Bernstein: Oscar Pistorius And Inconvenient Truths
By Dan Bernstein
CBSChicago.com Senior Columnist
(CBS) It sounds simple enough: before you decide to whip up the next inspirational sports legend to sell to the world, check to see if he's already spent time in jail.
Far from the strictest level of due diligence, it's merely something that should be considered before making him a Summer Olympics poster boy or the heroic focal point of an international ad campaign. Find out if there might be some potential downside in being involved with this person, or at the very least some reason to act responsibly in painting a more complicated, truthful picture of him for your audience.
Amid all the grisly details emerging in the story of Oscar Pistorius being charged with the murder of his girlfriend, what should make us angry is what was already known, or should have been. It appears actual facts were ignored, because they would have interfered with the made-for-TV story during the coverage of the 2012 London games.
The average consumer is allowed to be shocked by the news. Producers and executives at NBC and officials at Nike, however, are not.
In 2009, Pistorius was arrested and jailed for 24 hours for allegedly assaulting a 19-year-old woman at a party at his house. She eventually chose not to pursue charges.
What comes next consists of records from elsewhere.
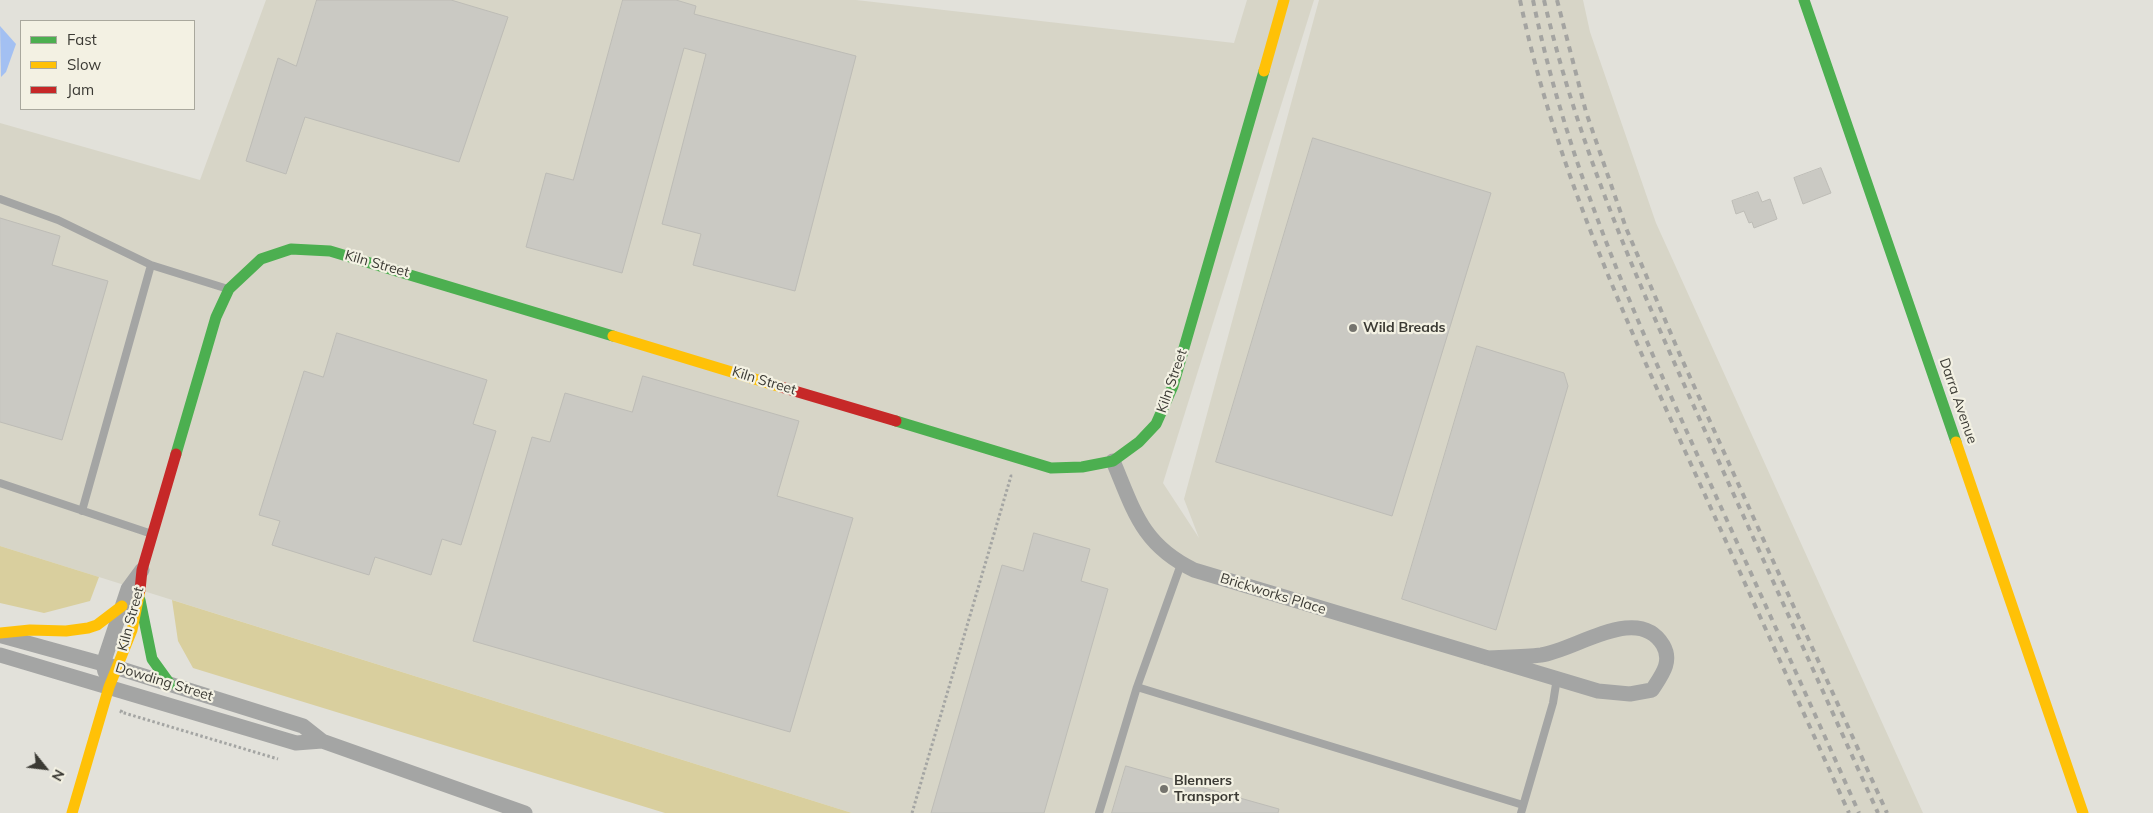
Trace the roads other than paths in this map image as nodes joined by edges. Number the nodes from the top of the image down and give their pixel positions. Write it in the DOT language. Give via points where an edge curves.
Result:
graph roads {
  1 [pos="1284,0"];
  2 [pos="1804,0"];
  3 [pos="0,199"];
  4 [pos="151,265"];
  5 [pos="230,289"];
  6 [pos="1113,461"];
  7 [pos="0,483"];
  8 [pos="82,511"];
  9 [pos="152,534"];
  10 [pos="1181,564"];
  11 [pos="142,570"];
  12 [pos="140,598"];
  13 [pos="122,606"];
  14 [pos="0,634"];
  15 [pos="0,655"];
  16 [pos="1487,658"];
  17 [pos="111,666"];
  18 [pos="1557,678"];
  19 [pos="170,684"];
  20 [pos="109,687"];
  21 [pos="1137,687"];
  22 [pos="322,742"];
  23 [pos="1522,809"];
  24 [pos="72,813"];
  25 [pos="525,813"];
  26 [pos="1099,813"];
  27 [pos="2084,813"];
  1 -- 6 [label="street, Kiln Street" via="1173,386 1156,424 1139,442"];
  2 -- 27 [label="street, Darra Avenue"];
  3 -- 4 [label="lane" via="58,220"];
  4 -- 5 [label="lane"];
  4 -- 8 [label="lane"];
  5 -- 6 [label="street, Kiln Street" via="261,259 291,249 330,251 1051,468"];
  5 -- 9 [label="street, Kiln Street" via="216,317"];
  6 -- 10 [label="street, Brickworks Place" via="1143,527 1159,548"];
  7 -- 8 [label="lane"];
  8 -- 9 [label="lane"];
  9 -- 11 [label="street, Kiln Street"];
  10 -- 16 [label="street, Brickworks Place"];
  10 -- 21 [label="lane"];
  11 -- 12 [label="street, Kiln Street"];
  11 -- 13 [label="street, Kiln Street" via="128,589"];
  12 -- 17 [label="street, Kiln Street"];
  12 -- 19 [label="street" via="152,659"];
  13 -- 14 [label="street" via="88,628"];
  13 -- 17 [label="street, Kiln Street"];
  14 -- 17 [label="street, Dowding Street"];
  15 -- 20 [label="street, Dowding Street"];
  16 -- 18 [label="street, Brickworks Place"];
  16 -- 18 [label="street, Brickworks Place" via="1541,655 1622,627 1642,628 1658,637 1665,650 1666,669 1652,690 1630,694 1598,691"];
  17 -- 19 [label="street, Dowding Street"];
  17 -- 20 [label="street, Kiln Street"];
  18 -- 23 [label="lane" via="1553,703"];
  19 -- 22 [label="street, Dowding Street" via="303,726"];
  20 -- 22 [label="street, Dowding Street" via="296,743"];
  20 -- 24 [label="street"];
  21 -- 23 [label="lane"];
  21 -- 26 [label="lane"];
  22 -- 25 [label="street, Dowding Street"];
}
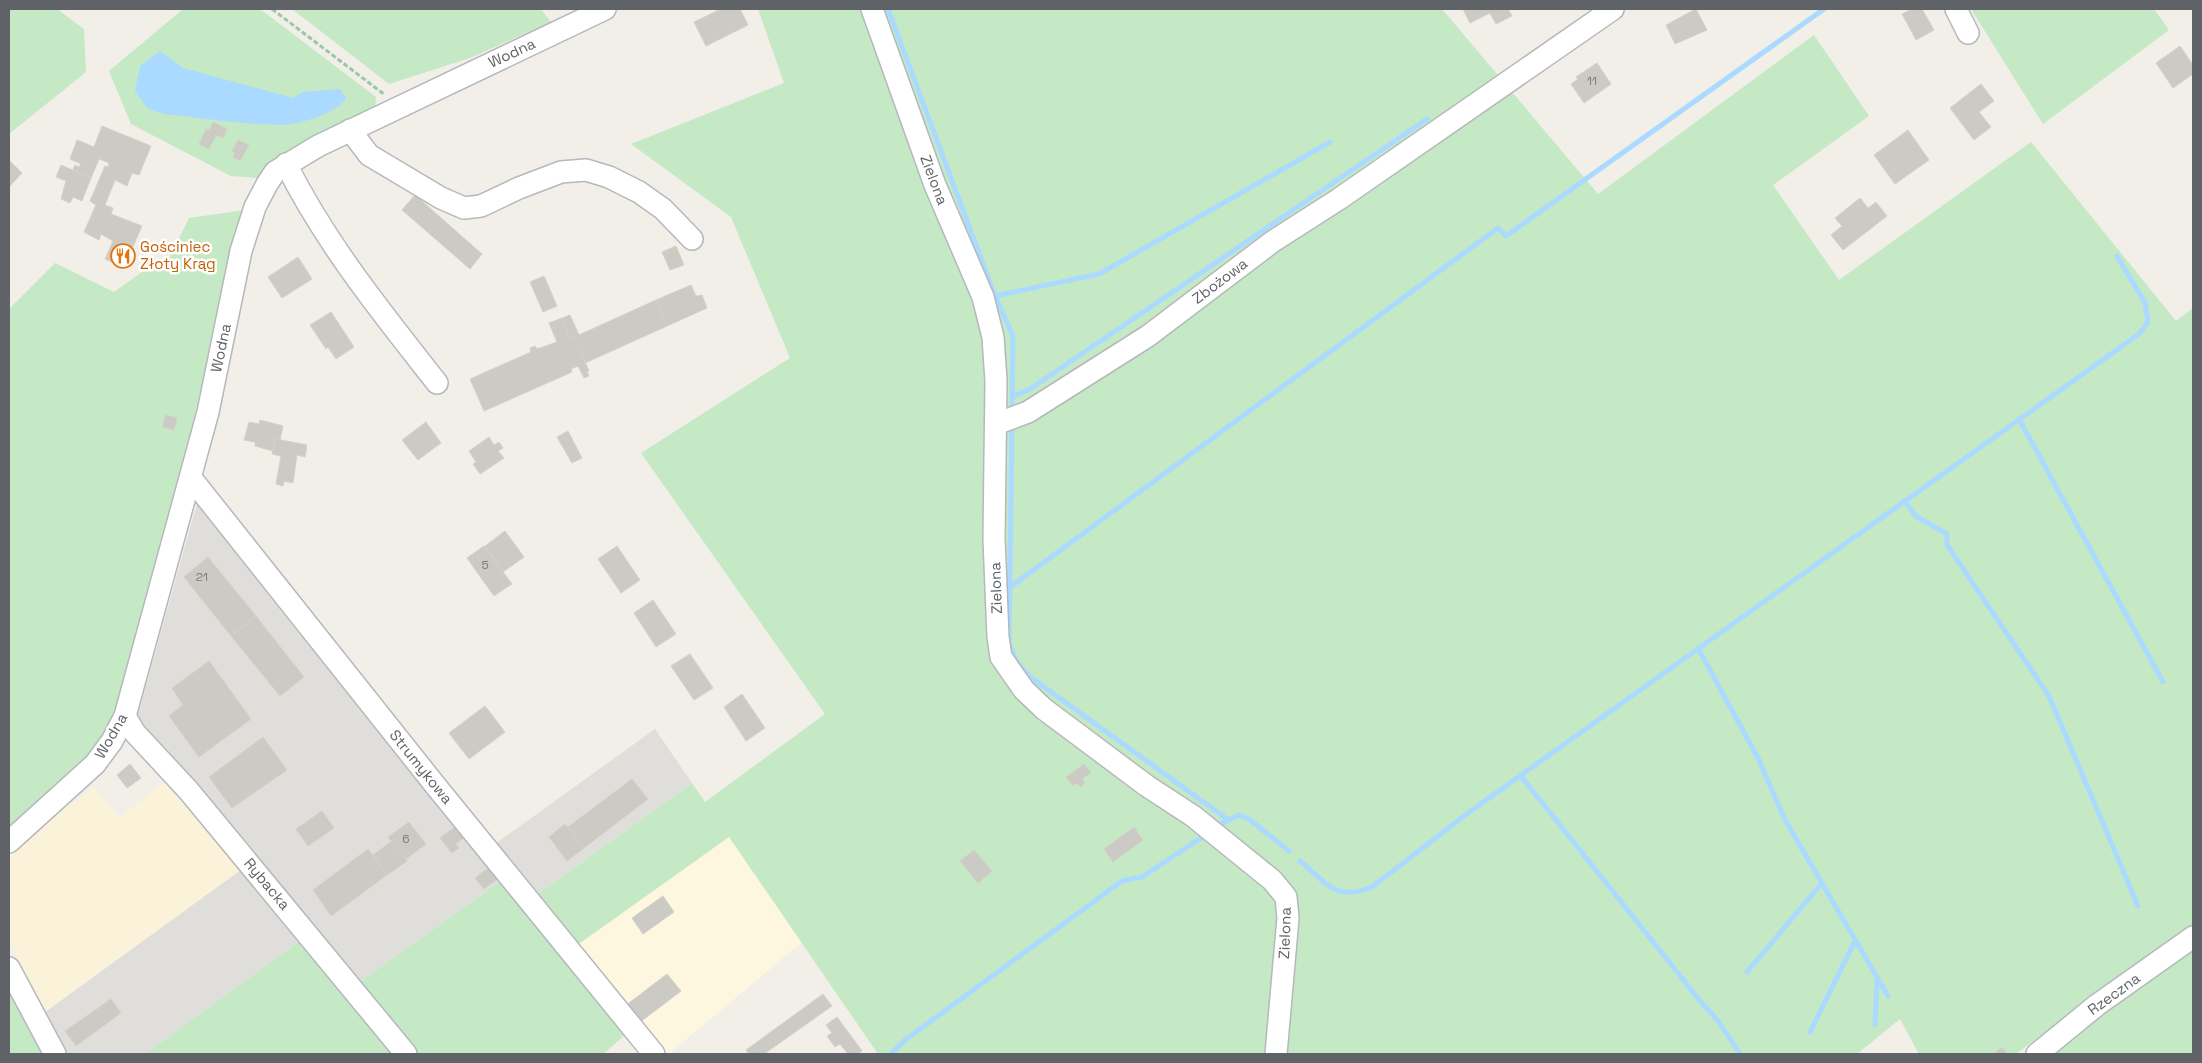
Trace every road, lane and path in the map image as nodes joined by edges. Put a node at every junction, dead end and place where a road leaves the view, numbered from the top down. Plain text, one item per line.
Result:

Also that year, Pistorius wrecked his speedboat in a violent crash that also broke his nose, jaw, eye socket and several ribs. Witnesses said he was drinking before the accident, and alcohol was found on the boat by police, who conveniently did not administer a test for blood-alcohol level.
Either one should be enough to tap the brakes on the myth-building. Enough to question the wisdom of pushing all-in with the stirring narrative, enough to want to dig deeper into a troubled, unstable personality, and enough to give pause to what the future could hold.
This was three years before the Olympics. Plenty of time to make rational, informed decisions on how to balance the story of his unprecedented achievement on the track with his high-speed, high-risk, high-caliber life away from it.
It's possible that nobody on this side of the world knew anything whatsoever about either incident, but too improbable to accept. What's more likely is that nobody wanted to ask the hard questions that could derail an attention-grabber and money-maker.
For Nike it's just the latest embarrassment to necessitate a retroactive scrubbing. Not long removed from the Tiger Woods scandal, Joe Paterno's ruined name had to be taken of their corporate child-care center. Then the Lance Armstrong fairy tale crumbled before our eyes. Now some ominous images are coming down, the ones on the web with Pistorius saying "I am the bullet in the chamber," and the 60-second TV spot with the unfortunate title of "Weapon."
It would seem that neither NBC nor Nike end up hurt by any of this, however. The viewership the games generated won't be undone, no shoes unsold, no publicity returned. In large part, there are no consequences whatsoever for such willful ignorance.
NFL teams, by contrast, routinely employ pricey private investigators to vet the behavioral tendencies and off-field histories of prospective draft picks or signees, wary that a bad judgment could mean negative attention, lesser return on investment, impediment to winning, and/or endangerment of the community.
For a network or marketing company, we have learned there is no such connection. There is more motivation to air-brush blemishes and whitewash the past than uncover anything off-message.
The only proper response, then, is to withhold trust as consciously and steadfastly as ever when confronted with unlikely heroes that get painted with logos and rammed down our throats.